Exercise description – The result should be every line in the data below that carries the string "true".

Dataset entries –
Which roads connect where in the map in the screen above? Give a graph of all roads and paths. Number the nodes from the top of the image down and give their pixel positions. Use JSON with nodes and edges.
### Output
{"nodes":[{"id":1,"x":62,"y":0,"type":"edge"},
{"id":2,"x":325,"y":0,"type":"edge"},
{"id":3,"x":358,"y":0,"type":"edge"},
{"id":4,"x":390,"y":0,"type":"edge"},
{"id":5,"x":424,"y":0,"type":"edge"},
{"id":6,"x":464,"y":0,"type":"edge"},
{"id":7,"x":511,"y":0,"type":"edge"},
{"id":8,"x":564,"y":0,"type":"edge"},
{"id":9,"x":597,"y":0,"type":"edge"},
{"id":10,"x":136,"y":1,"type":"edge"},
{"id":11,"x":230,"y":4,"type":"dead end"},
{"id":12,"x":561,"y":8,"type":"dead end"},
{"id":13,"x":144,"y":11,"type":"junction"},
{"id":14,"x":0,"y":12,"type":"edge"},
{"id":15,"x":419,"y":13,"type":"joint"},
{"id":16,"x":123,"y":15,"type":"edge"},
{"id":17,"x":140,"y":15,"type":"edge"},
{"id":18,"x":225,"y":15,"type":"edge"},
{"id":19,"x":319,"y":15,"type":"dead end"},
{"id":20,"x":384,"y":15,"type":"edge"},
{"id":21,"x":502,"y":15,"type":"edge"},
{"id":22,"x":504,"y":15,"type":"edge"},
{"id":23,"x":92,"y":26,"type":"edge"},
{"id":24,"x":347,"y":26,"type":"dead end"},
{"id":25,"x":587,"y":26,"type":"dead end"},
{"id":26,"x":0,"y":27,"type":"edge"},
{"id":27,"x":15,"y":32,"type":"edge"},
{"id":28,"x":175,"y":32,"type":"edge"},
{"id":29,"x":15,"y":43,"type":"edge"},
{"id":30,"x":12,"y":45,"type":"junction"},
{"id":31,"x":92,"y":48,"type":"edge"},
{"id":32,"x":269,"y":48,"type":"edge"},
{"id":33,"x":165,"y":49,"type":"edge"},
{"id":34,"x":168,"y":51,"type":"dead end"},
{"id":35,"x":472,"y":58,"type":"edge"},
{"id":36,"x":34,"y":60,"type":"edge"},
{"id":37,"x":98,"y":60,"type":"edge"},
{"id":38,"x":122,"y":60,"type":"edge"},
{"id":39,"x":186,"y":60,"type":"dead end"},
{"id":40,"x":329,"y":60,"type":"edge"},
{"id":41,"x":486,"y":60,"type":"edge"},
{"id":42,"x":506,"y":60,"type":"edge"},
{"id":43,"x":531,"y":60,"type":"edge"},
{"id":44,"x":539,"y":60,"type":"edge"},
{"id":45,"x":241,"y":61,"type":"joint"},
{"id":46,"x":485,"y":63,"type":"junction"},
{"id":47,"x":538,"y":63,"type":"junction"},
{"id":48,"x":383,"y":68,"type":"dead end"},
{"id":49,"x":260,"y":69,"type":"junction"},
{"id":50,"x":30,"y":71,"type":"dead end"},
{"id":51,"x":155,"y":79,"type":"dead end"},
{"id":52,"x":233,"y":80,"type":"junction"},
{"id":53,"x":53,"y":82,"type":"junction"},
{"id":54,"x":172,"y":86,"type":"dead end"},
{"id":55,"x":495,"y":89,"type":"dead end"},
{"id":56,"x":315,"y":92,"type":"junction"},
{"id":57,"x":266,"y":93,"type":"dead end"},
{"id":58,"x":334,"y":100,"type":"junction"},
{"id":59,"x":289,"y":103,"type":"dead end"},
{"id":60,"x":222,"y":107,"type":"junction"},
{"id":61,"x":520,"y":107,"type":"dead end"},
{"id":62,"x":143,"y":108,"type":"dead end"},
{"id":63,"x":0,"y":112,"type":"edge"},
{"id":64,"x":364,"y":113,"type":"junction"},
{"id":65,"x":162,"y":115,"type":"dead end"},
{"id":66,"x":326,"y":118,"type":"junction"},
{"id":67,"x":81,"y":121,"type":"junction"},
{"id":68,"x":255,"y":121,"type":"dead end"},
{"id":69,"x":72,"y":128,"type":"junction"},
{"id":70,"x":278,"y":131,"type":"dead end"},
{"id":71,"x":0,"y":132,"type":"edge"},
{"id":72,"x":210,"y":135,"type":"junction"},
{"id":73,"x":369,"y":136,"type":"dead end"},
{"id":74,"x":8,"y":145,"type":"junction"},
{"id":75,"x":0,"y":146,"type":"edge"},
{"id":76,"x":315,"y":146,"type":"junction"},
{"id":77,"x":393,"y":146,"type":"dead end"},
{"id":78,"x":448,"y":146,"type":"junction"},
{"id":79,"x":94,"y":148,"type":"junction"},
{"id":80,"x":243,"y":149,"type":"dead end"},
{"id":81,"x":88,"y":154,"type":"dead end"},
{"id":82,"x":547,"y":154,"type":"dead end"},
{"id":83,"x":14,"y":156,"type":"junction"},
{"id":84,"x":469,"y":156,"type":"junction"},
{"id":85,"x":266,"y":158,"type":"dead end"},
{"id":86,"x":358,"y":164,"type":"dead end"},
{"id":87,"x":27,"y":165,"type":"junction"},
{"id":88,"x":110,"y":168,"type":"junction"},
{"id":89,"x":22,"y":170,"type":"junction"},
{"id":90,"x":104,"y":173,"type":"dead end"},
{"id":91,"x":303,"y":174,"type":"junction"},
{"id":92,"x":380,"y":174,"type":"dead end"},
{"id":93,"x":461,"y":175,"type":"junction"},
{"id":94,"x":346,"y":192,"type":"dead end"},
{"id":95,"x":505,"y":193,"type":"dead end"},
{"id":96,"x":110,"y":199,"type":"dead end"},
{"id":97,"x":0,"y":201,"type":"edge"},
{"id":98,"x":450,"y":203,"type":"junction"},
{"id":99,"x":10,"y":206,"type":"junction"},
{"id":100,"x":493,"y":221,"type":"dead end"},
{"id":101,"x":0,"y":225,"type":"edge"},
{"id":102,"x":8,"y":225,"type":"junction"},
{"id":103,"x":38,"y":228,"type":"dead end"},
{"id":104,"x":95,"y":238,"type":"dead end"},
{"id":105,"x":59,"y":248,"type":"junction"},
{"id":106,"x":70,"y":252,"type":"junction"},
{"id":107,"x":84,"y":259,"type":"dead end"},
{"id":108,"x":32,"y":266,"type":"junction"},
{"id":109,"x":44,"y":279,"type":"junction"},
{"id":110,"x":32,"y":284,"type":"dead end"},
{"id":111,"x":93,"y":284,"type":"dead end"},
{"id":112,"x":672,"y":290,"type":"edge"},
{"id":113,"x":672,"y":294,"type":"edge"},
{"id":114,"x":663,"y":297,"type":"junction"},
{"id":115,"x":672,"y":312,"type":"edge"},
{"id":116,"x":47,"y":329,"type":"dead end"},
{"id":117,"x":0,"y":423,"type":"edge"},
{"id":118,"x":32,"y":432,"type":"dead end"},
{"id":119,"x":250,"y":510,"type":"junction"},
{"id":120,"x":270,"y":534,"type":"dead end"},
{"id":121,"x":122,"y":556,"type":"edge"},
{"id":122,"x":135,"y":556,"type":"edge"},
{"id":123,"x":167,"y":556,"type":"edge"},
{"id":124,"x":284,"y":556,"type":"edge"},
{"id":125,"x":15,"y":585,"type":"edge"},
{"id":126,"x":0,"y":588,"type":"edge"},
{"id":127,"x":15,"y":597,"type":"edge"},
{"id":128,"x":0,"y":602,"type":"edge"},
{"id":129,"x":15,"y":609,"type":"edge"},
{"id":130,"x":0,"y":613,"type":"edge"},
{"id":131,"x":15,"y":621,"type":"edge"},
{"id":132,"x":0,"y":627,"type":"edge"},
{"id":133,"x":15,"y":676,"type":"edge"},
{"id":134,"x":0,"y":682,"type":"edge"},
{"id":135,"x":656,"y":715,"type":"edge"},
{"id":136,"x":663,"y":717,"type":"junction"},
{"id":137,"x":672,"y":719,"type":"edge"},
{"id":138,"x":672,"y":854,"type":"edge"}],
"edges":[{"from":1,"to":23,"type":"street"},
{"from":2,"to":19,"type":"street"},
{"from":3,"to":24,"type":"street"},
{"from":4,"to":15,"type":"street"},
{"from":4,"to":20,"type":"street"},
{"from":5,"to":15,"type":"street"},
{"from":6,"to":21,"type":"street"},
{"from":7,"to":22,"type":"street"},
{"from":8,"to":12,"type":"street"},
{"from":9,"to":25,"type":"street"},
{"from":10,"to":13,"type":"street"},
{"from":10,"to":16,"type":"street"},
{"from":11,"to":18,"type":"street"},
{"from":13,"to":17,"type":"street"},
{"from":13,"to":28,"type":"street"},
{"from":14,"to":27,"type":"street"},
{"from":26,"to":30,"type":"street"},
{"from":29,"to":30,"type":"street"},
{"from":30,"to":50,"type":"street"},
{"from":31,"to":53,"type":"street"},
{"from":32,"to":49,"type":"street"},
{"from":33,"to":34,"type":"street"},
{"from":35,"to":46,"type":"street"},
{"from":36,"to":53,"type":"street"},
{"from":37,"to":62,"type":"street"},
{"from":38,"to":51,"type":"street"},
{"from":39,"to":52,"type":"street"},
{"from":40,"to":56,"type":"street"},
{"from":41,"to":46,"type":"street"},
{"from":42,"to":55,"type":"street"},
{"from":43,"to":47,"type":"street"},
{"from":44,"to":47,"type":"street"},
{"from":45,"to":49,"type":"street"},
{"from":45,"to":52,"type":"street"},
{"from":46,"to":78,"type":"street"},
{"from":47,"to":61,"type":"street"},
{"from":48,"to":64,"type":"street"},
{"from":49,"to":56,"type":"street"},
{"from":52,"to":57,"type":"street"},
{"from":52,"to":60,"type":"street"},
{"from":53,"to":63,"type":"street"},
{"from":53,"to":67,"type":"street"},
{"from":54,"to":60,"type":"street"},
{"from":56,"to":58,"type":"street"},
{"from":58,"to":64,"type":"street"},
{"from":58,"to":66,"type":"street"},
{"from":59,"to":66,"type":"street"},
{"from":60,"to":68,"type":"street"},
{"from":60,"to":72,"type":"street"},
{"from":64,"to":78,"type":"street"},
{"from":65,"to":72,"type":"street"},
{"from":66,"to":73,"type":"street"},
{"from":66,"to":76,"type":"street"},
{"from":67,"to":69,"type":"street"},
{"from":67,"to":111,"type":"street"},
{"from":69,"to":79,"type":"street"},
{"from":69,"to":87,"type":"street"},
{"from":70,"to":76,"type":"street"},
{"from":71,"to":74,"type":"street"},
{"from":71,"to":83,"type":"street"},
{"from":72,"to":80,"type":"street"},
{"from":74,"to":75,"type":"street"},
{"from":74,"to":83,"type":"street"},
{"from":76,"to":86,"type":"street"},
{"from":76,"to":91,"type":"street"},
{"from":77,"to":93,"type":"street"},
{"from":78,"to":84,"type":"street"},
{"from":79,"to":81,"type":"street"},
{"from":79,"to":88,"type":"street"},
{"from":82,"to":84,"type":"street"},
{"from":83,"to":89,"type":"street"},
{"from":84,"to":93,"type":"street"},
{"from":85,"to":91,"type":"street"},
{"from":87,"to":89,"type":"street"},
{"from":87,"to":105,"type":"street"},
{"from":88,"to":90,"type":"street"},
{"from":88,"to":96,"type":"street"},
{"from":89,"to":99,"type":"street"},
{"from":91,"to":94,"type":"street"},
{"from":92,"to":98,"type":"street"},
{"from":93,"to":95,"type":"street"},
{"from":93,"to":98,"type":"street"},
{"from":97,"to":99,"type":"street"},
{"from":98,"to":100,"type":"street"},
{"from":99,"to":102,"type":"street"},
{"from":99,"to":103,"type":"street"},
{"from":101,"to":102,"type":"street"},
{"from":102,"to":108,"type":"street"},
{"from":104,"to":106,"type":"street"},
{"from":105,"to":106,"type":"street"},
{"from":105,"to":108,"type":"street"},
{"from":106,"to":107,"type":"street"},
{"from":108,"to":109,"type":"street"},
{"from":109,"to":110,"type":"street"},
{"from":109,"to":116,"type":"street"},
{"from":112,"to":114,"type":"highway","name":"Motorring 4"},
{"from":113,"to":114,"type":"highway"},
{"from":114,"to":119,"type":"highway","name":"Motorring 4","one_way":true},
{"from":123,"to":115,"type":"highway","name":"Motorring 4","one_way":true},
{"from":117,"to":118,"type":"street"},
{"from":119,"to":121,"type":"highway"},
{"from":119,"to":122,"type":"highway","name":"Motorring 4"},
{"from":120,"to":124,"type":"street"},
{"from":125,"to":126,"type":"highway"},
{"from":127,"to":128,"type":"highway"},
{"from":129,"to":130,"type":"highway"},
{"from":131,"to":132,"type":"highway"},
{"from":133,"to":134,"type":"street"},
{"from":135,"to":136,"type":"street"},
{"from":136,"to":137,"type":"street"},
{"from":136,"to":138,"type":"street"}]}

Result for this exercise –
{"from":114,"to":119,"type":"highway","name":"Motorring 4","one_way":true},
{"from":123,"to":115,"type":"highway","name":"Motorring 4","one_way":true},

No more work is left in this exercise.